JPEG - 23.8 ko
Véronique de Keyser

Avant même d’avoir commencé, l’intervention en Syrie n’est déjà plus un bourbier mais un merdier. Car du point de vue de la légalité internationale, une intervention qui se passerait de l’ONU est fragile. Et si l’utilisation d’armes chimiques semble avérée, les auteurs de ce crime sont moins clairs. Le gouvernement de Bachar Al Assad connaissait la gravité des conséquences qu’une telle utilisation aurait pour lui, y compris parmi ses propres alliés. Par contre une partie de l’opposition syrienne, disparate, cherche depuis longtemps à engager la communauté occidentale dans le conflit. Une communauté jusqu’ici reluctante, vu le risque de déflagration régionale, et qui avait préféré agir à distance. Beaucoup l’ont dit et répété cependant, Laurent Fabius y compris : seule une négociation politique peut régler la question syrienne. Intervenir dans ce pays sans un soutien populaire massif est hasardeux. Intervenir et mettre le feu à la région, dans un contexte de quasi guerre froide, alors que la Russie y est engagée, est une folie. Accroître jusqu’à l’explosion un nombre de réfugiés impossible à gérer pour les pays environnants, c’est courir au désastre humanitaire, avec des conséquences politiques évidentes. Et l’inscription récente de la branche armée du Hezbollah sur la liste terroriste européenne a encore jeté de l’huile sur le feu.

La guerre ne guérit pas de la guerre.

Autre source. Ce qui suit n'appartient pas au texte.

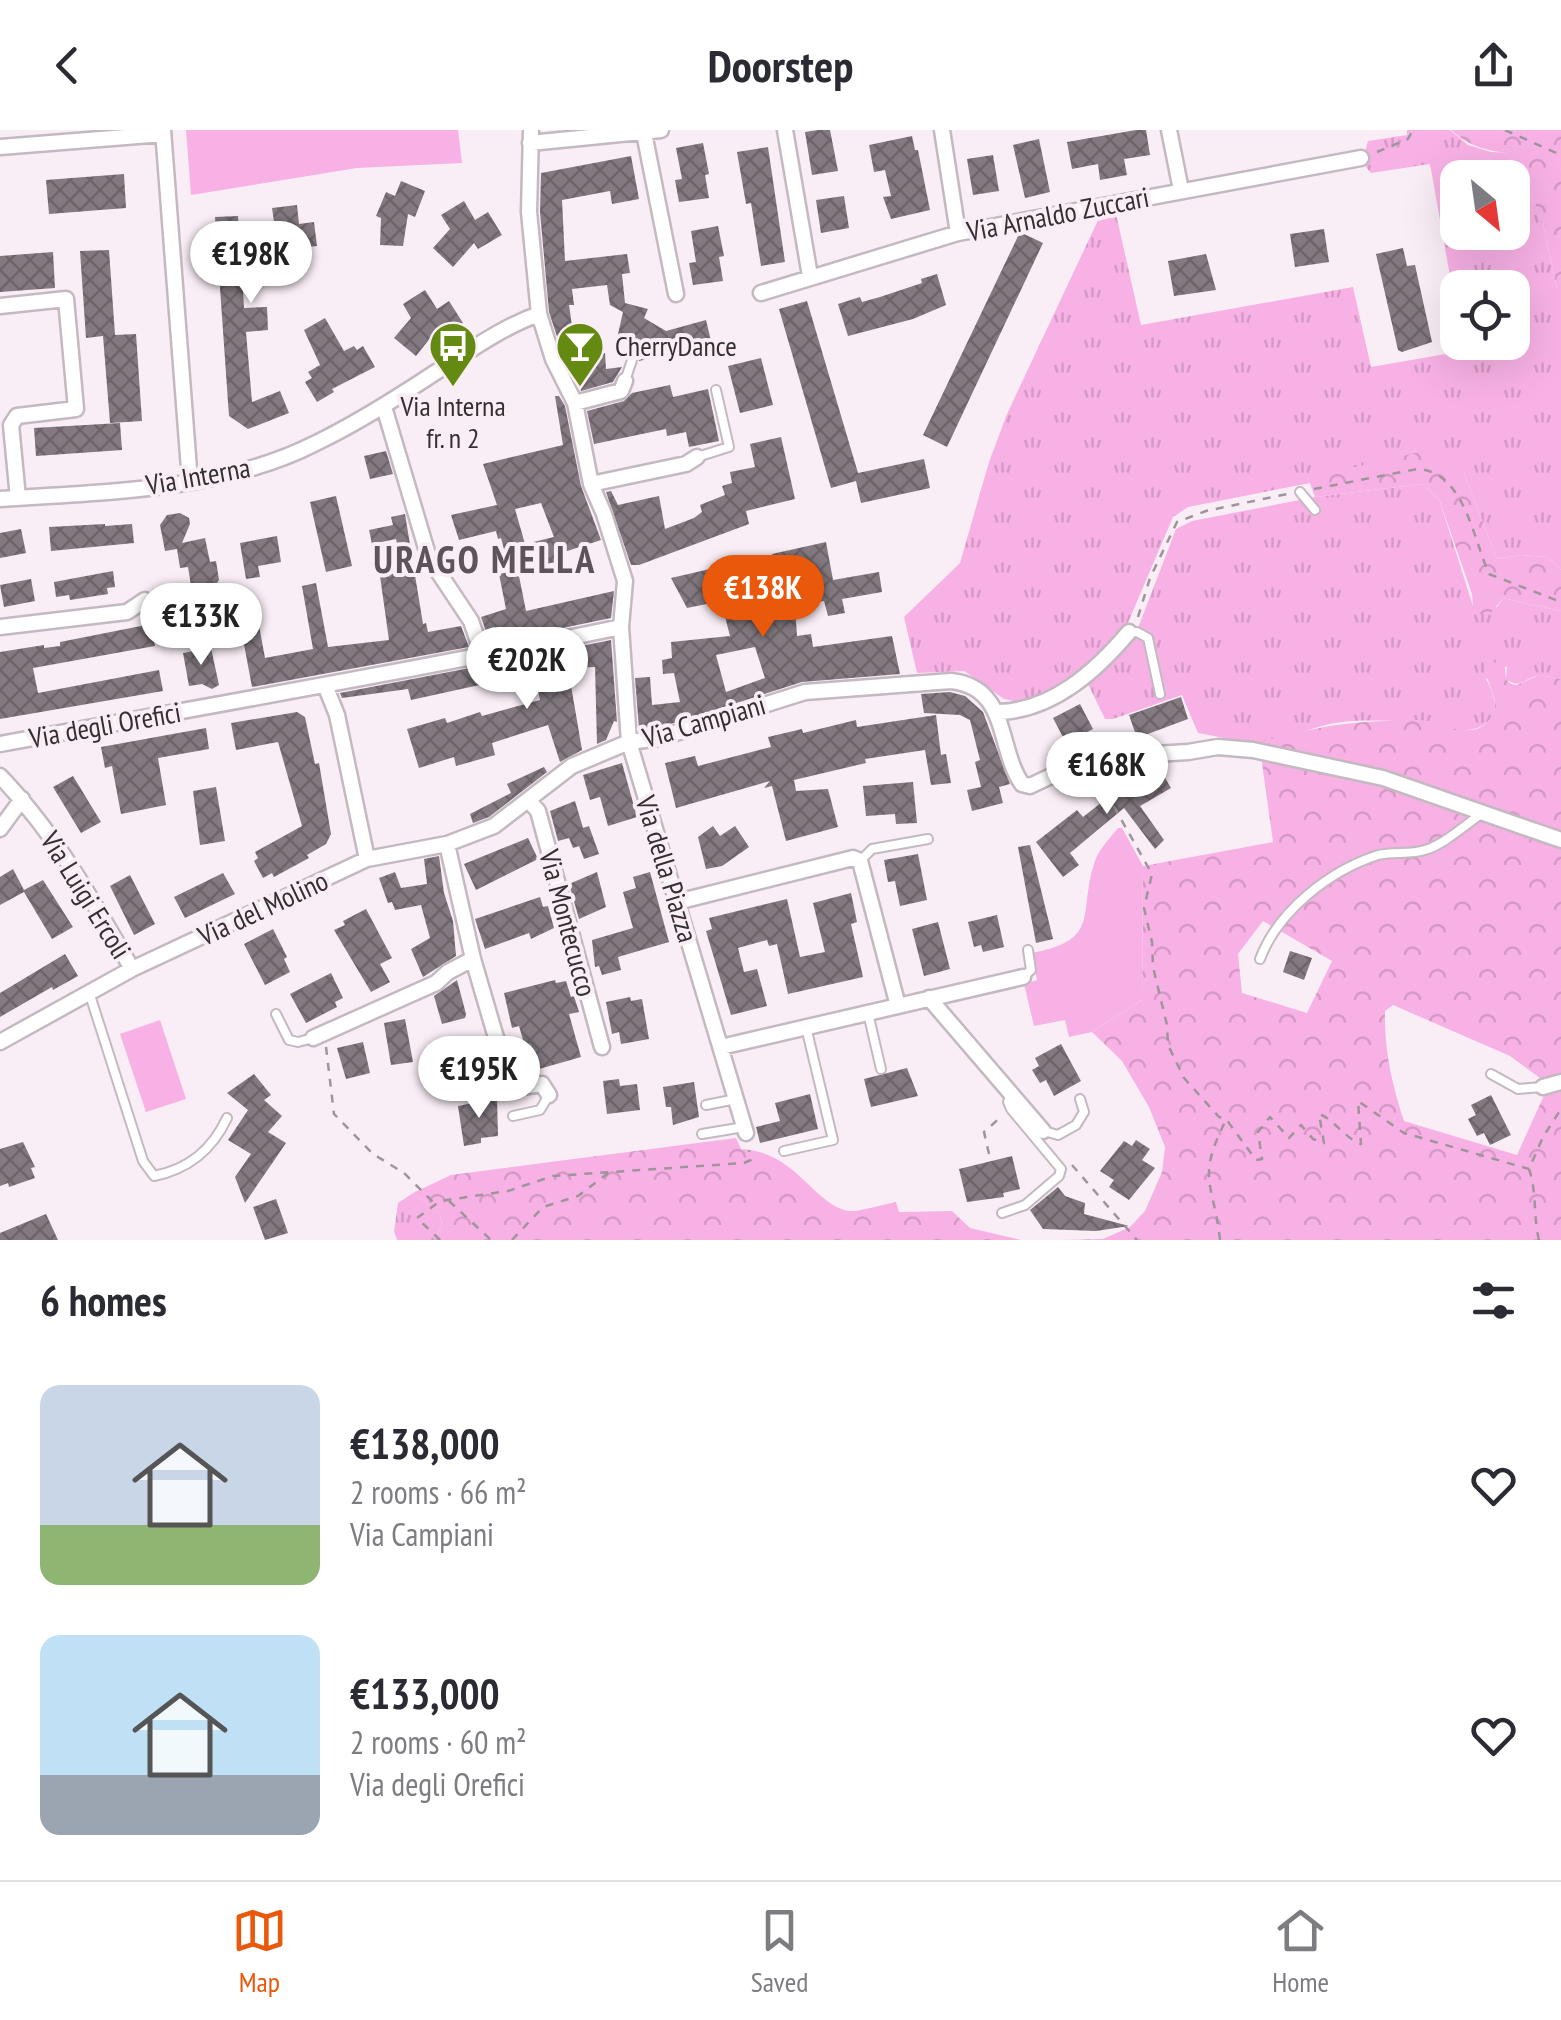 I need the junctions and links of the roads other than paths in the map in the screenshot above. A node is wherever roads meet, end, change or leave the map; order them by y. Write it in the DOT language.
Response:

Le devoir de protéger aujourd’hui, c’est d’abord le devoir de rappeler cette évidence. Identifier les utilisateurs des armes chimiques, les mettre hors d’état de nuire, les traîner devant les tribunaux, rendre justice et de faire du droit international une arme essentielle, oui. Mais nous ne sommes pas dans ce cas de figure et le conflit syrien signe d’abord l’impuissance politique de l’ONU et le spectre d’une guerre froide, évoquée à demi-mot par Obama récemment. Le tout dans un contexte de crise économique à l’échelle mondiale. Tout cela a un air de déjà vu qui devrait inciter l’Europe à la prudence.